Conversation
|
Hey great work, I always wanted translate this dataset to German or Esperanto. The main problem here is that the license of Alpaca isn't usable for Open Source LLMs because ChatGPT does not allow to use its output to train other models. Because of that it cannot be used for Open Assistant or for any commercial project. However having this dataset surely is useful to train experimental systems and science projects. BTW. do you know about the Alpaca Data Cleaned project? It fixed a lot of the errors in the dataset, like wrong calculations: https://github.com/gururise/AlpacaDataCleaned |
Hi, Thanks for your comment. Yes, I have used the cleaned version. Sadly, I didn't know about license restrictions.
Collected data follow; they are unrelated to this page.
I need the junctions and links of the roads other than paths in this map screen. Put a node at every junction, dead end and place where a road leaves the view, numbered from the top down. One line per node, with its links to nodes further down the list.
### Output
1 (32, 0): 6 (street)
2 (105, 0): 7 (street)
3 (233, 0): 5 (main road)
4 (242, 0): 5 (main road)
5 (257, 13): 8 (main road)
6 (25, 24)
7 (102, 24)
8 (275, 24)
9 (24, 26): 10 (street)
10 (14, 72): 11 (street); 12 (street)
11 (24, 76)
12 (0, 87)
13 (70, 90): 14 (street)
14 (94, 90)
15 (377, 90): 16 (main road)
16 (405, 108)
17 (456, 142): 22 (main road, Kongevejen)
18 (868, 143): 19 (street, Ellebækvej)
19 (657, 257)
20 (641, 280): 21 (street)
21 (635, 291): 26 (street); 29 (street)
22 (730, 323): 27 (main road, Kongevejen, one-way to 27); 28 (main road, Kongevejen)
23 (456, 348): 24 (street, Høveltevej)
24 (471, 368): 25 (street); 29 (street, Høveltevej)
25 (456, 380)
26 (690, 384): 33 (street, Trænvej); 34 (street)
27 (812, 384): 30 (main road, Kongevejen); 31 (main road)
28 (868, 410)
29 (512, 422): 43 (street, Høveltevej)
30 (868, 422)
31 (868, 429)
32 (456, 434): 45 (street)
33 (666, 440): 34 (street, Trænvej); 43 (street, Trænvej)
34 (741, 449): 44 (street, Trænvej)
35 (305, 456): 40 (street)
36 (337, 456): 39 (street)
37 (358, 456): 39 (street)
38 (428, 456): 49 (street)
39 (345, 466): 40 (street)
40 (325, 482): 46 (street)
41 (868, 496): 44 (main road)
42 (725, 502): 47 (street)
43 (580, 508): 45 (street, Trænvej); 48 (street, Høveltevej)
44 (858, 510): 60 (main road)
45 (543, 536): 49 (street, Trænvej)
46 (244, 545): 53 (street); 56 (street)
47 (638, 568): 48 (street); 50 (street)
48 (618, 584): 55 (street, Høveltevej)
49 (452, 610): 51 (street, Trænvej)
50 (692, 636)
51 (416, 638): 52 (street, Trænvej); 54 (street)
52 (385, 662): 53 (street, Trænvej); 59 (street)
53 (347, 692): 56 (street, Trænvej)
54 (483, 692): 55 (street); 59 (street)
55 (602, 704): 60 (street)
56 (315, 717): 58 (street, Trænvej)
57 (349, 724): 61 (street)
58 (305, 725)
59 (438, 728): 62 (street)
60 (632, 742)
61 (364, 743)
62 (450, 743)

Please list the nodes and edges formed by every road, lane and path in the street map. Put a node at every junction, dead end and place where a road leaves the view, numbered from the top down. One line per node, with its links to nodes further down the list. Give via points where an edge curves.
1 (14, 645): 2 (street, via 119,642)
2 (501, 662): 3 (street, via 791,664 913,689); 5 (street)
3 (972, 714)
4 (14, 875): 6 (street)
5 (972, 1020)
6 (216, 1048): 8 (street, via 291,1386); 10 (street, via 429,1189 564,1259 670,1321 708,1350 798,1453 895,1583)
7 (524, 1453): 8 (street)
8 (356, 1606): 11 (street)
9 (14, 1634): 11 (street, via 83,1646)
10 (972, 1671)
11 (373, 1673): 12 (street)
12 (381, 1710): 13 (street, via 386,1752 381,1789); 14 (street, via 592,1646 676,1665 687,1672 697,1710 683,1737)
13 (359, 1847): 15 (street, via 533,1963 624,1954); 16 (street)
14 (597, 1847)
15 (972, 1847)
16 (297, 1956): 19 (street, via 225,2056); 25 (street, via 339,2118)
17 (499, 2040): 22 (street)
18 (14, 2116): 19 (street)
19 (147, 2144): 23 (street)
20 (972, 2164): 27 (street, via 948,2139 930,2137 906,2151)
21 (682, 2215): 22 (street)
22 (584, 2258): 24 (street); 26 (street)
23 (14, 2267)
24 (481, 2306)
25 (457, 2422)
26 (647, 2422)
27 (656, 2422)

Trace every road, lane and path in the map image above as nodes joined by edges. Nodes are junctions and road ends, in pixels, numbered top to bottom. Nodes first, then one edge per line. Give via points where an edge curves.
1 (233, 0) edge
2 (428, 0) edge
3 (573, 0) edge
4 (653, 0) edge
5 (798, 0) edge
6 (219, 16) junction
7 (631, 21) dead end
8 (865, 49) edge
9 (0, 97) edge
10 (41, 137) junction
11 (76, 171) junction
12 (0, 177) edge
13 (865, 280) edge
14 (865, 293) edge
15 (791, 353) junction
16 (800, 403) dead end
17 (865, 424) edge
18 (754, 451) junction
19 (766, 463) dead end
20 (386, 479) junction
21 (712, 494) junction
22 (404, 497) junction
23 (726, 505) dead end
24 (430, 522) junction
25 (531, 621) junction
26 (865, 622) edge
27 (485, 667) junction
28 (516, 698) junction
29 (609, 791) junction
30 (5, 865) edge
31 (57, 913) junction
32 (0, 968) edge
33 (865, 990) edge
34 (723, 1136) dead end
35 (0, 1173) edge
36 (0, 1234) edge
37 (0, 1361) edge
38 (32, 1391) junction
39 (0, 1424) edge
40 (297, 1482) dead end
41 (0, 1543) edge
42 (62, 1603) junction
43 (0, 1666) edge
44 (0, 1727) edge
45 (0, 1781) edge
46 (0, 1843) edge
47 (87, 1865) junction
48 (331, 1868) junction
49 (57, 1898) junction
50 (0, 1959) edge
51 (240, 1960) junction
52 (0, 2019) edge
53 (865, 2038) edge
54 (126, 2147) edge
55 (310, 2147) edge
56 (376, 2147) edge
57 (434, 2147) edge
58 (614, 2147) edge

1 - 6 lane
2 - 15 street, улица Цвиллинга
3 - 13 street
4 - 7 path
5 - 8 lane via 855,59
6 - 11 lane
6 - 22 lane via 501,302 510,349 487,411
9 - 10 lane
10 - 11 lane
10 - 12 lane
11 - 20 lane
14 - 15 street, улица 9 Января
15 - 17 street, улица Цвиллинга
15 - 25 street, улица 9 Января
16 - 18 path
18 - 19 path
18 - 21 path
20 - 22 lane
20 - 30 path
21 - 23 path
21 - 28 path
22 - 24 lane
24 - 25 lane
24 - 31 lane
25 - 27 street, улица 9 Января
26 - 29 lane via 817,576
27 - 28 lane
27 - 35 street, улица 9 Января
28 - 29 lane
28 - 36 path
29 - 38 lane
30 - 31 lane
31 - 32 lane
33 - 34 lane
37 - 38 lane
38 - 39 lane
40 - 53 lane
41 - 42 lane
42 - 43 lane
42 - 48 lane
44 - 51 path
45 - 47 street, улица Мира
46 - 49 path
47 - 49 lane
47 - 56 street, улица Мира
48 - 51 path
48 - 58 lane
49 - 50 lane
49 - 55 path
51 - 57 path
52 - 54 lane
The dataset itself (Alapaca) is published under Apache 2.0. I have also published my dataset under Apache 2.0. Isn't that good enough? |
|
Unfortunately not, see https://github.com/gururise/AlpacaDataCleaned#license Maybe you can translate the english and the spanish Open Assistant Dataset instead? Both are quite big. |
Hi,
In the last two days, I have been working on translating alpaca into Persian (Farsi) and this is the result. I have reviewed the translations and they are in my opinion pretty good.
Also, the dataset is still translating on Kaggle and will be finished in a couple of days. I will update the datasets accordingly when the translation is complete.
I have added two datasets. One is instruction-based and one is orca-style dataset. For the first one, I knew how to add it. But I don't know how to add the orca dataset to your datasets.
Thank you for your attention.